- _Records for the task_:

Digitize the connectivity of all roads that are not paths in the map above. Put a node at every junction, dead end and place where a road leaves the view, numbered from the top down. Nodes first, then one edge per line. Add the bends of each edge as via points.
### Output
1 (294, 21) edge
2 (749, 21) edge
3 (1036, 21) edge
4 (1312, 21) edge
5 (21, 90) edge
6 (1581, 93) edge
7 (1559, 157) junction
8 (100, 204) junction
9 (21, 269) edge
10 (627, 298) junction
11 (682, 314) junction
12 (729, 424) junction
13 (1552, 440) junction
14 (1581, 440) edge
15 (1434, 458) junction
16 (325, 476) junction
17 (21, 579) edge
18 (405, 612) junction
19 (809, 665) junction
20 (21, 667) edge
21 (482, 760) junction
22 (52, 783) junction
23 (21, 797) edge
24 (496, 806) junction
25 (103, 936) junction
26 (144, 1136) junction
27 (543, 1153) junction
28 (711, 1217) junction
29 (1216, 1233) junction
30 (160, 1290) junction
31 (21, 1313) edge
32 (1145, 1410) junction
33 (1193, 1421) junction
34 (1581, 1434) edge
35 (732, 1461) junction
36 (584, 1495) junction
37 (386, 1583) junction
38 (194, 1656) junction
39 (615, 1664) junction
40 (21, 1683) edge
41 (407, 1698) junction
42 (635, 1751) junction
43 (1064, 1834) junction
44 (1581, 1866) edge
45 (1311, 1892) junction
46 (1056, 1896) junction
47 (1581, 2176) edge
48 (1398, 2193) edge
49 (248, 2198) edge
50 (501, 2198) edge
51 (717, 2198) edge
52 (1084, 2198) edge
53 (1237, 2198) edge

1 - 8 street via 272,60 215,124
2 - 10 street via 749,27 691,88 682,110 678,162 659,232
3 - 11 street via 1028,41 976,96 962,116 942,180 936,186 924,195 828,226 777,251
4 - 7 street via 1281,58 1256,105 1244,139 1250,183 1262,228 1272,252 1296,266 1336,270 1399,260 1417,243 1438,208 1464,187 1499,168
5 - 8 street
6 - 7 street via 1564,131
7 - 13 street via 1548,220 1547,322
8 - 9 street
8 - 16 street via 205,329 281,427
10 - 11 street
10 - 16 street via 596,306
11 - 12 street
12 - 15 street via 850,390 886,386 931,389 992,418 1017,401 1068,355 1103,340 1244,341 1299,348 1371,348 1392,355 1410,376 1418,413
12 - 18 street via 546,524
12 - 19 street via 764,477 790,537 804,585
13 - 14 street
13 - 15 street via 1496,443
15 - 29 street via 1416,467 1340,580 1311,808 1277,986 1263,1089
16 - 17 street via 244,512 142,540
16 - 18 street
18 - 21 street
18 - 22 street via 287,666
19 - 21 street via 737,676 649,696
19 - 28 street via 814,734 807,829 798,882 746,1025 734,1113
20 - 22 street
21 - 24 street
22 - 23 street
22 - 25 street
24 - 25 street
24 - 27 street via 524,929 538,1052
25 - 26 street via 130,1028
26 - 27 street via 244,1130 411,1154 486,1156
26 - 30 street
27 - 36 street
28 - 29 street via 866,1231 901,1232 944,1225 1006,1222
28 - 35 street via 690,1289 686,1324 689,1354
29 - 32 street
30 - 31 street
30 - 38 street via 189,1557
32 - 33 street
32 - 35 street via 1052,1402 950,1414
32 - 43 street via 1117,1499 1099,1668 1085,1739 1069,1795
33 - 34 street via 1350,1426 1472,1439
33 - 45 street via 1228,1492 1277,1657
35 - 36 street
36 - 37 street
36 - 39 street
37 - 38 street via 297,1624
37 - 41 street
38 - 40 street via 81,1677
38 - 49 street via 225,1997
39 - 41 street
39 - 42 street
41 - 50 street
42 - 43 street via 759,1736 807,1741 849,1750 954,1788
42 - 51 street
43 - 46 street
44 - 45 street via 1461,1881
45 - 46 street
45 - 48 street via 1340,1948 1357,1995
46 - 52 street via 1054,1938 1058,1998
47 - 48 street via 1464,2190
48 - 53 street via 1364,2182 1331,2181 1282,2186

- _What to work on_:
Reproduce the material above in full, word for word.

- _Answer to the problem_:
Digitize the connectivity of all roads that are not paths in the map above. Put a node at every junction, dead end and place where a road leaves the view, numbered from the top down. Nodes first, then one edge per line. Add the bends of each edge as via points.
### Output
1 (294, 21) edge
2 (749, 21) edge
3 (1036, 21) edge
4 (1312, 21) edge
5 (21, 90) edge
6 (1581, 93) edge
7 (1559, 157) junction
8 (100, 204) junction
9 (21, 269) edge
10 (627, 298) junction
11 (682, 314) junction
12 (729, 424) junction
13 (1552, 440) junction
14 (1581, 440) edge
15 (1434, 458) junction
16 (325, 476) junction
17 (21, 579) edge
18 (405, 612) junction
19 (809, 665) junction
20 (21, 667) edge
21 (482, 760) junction
22 (52, 783) junction
23 (21, 797) edge
24 (496, 806) junction
25 (103, 936) junction
26 (144, 1136) junction
27 (543, 1153) junction
28 (711, 1217) junction
29 (1216, 1233) junction
30 (160, 1290) junction
31 (21, 1313) edge
32 (1145, 1410) junction
33 (1193, 1421) junction
34 (1581, 1434) edge
35 (732, 1461) junction
36 (584, 1495) junction
37 (386, 1583) junction
38 (194, 1656) junction
39 (615, 1664) junction
40 (21, 1683) edge
41 (407, 1698) junction
42 (635, 1751) junction
43 (1064, 1834) junction
44 (1581, 1866) edge
45 (1311, 1892) junction
46 (1056, 1896) junction
47 (1581, 2176) edge
48 (1398, 2193) edge
49 (248, 2198) edge
50 (501, 2198) edge
51 (717, 2198) edge
52 (1084, 2198) edge
53 (1237, 2198) edge

1 - 8 street via 272,60 215,124
2 - 10 street via 749,27 691,88 682,110 678,162 659,232
3 - 11 street via 1028,41 976,96 962,116 942,180 936,186 924,195 828,226 777,251
4 - 7 street via 1281,58 1256,105 1244,139 1250,183 1262,228 1272,252 1296,266 1336,270 1399,260 1417,243 1438,208 1464,187 1499,168
5 - 8 street
6 - 7 street via 1564,131
7 - 13 street via 1548,220 1547,322
8 - 9 street
8 - 16 street via 205,329 281,427
10 - 11 street
10 - 16 street via 596,306
11 - 12 street
12 - 15 street via 850,390 886,386 931,389 992,418 1017,401 1068,355 1103,340 1244,341 1299,348 1371,348 1392,355 1410,376 1418,413
12 - 18 street via 546,524
12 - 19 street via 764,477 790,537 804,585
13 - 14 street
13 - 15 street via 1496,443
15 - 29 street via 1416,467 1340,580 1311,808 1277,986 1263,1089
16 - 17 street via 244,512 142,540
16 - 18 street
18 - 21 street
18 - 22 street via 287,666
19 - 21 street via 737,676 649,696
19 - 28 street via 814,734 807,829 798,882 746,1025 734,1113
20 - 22 street
21 - 24 street
22 - 23 street
22 - 25 street
24 - 25 street
24 - 27 street via 524,929 538,1052
25 - 26 street via 130,1028
26 - 27 street via 244,1130 411,1154 486,1156
26 - 30 street
27 - 36 street
28 - 29 street via 866,1231 901,1232 944,1225 1006,1222
28 - 35 street via 690,1289 686,1324 689,1354
29 - 32 street
30 - 31 street
30 - 38 street via 189,1557
32 - 33 street
32 - 35 street via 1052,1402 950,1414
32 - 43 street via 1117,1499 1099,1668 1085,1739 1069,1795
33 - 34 street via 1350,1426 1472,1439
33 - 45 street via 1228,1492 1277,1657
35 - 36 street
36 - 37 street
36 - 39 street
37 - 38 street via 297,1624
37 - 41 street
38 - 40 street via 81,1677
38 - 49 street via 225,1997
39 - 41 street
39 - 42 street
41 - 50 street
42 - 43 street via 759,1736 807,1741 849,1750 954,1788
42 - 51 street
43 - 46 street
44 - 45 street via 1461,1881
45 - 46 street
45 - 48 street via 1340,1948 1357,1995
46 - 52 street via 1054,1938 1058,1998
47 - 48 street via 1464,2190
48 - 53 street via 1364,2182 1331,2181 1282,2186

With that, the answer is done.